Compensation awarded to trafficking victims left in limbo due to unlawful home office policy

Two survivors of trafficking who successfully challenged a Home Office policy which was found to discriminate against trafficking victims who also had applications for asylum, have been awarded damages for the breach of their Human Rights.

Our clients, the Claimants in the leading case JP and BS v Secretary of State for the Home Department [2019] EWHC 3346 (Admin), successfully challenged the lawfulness of the Secretary of State’s policy that, in the case of a victim of trafficking who is also making an application for asylum, the Secretary of State will not determine the victim’s application for a residence permit under Article 14(1) of ECAT before making a decision on the asylum application.
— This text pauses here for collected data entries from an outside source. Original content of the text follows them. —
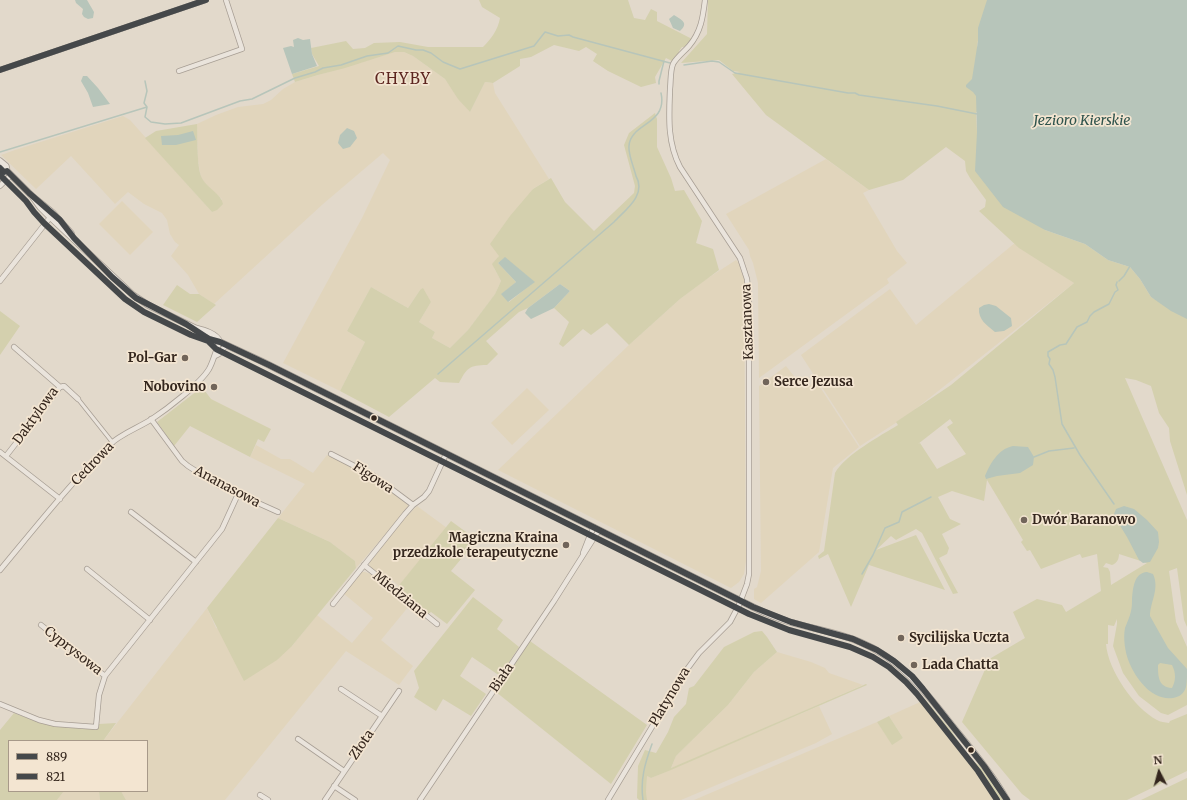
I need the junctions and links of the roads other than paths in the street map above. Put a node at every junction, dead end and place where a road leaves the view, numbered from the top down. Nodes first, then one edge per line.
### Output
1 (206, 0) edge
2 (226, 0) edge
3 (705, 0) edge
4 (0, 70) edge
5 (179, 71) dead end
6 (0, 161) edge
7 (0, 168) edge
8 (9, 173) junction
9 (0, 178) edge
10 (0, 186) edge
11 (51, 215) junction
12 (0, 281) edge
13 (220, 342) junction
14 (226, 345) junction
15 (14, 347) dead end
16 (216, 356) junction
17 (60, 386) junction
18 (78, 399) joint
19 (152, 419) junction
20 (113, 443) junction
21 (0, 452) edge
22 (332, 454) dead end
23 (446, 454) junction
24 (6, 456) junction
25 (238, 494) junction
26 (60, 499) junction
27 (413, 505) junction
28 (132, 512) dead end
29 (278, 512) dead end
30 (597, 528) junction
31 (196, 562) junction
32 (364, 565) junction
33 (87, 569) dead end
34 (0, 570) edge
35 (740, 601) junction
36 (334, 604) dead end
37 (150, 620) junction
38 (437, 624) dead end
39 (40, 625) dead end
40 (105, 676) junction
41 (341, 689) dead end
42 (399, 691) dead end
43 (0, 704) edge
44 (382, 716) junction
45 (298, 739) dead end
46 (344, 771) junction
47 (334, 786) junction
48 (260, 795) dead end
49 (268, 800) edge
50 (325, 800) edge
51 (355, 800) edge
52 (420, 800) edge
53 (608, 800) edge
54 (1007, 800) edge

1 - 4 street
2 - 5 street
3 - 35 street, Kasztanowa
6 - 8 street
7 - 8 street
8 - 9 street
8 - 10 street
8 - 11 street
11 - 12 street
11 - 13 street
13 - 14 street
13 - 16 street, Cedrowa
14 - 16 street, Cedrowa
14 - 23 street
15 - 17 street, Daktylowa
16 - 19 street, Cedrowa
17 - 18 street
17 - 24 street, Daktylowa
18 - 20 street
19 - 20 street, Cedrowa
19 - 25 street, Ananasowa
20 - 26 street, Cedrowa
21 - 24 street
22 - 27 street, Figowa
23 - 27 street
23 - 30 street
24 - 26 street
25 - 29 street, Ananasowa
25 - 31 street, Cyprysowa
26 - 34 street, Cedrowa
27 - 32 street
28 - 31 street
30 - 35 street
30 - 52 street, Biała
31 - 37 street, Cyprysowa
32 - 36 street
32 - 38 street, Miedziana
33 - 37 street
35 - 53 street, Platynowa
35 - 54 street
37 - 40 street, Cyprysowa
39 - 40 street, Cyprysowa
40 - 43 street, Cyprysowa
41 - 44 street
42 - 44 street, Złota
44 - 46 street, Złota
45 - 46 street
46 - 47 street, Złota
47 - 50 street, Złota
47 - 51 street
48 - 49 street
The court held that the Defendant breached the rights of our clients under Article 14 (read with Articles 4, 8 and A1P1) of the ECHR, contrary Human Rights Act 1998, s6.

Our clients’ cases proceeded to a further hearing to establish the amount of damages payable to them for the breach of their rights which, during the long periods they remained in limbo, caused both clients financial loss and psychiatric injury.

On the morning of the assessment of damages hearing, the Home Office settled both cases, awarding substantial compensation.

Other victims of trafficking who have been affected by this unlawful policy will need to press their individual cases in order to secure recourse.   Unfortunately the Home Office continues to apply an unlawful policy in this respect, but it can be challenged on the basis of this case.

The barristers instructed in these claims were Chris Buttler and Zoe McCallum of Matrix Chambers and Graham Denholm of Doughty Street Chambers , instructed by DPG partners Adam Hundt and Ugo Hayter who were assisted by trainee Althia Stephens and paralegal Bryony Goodesmith.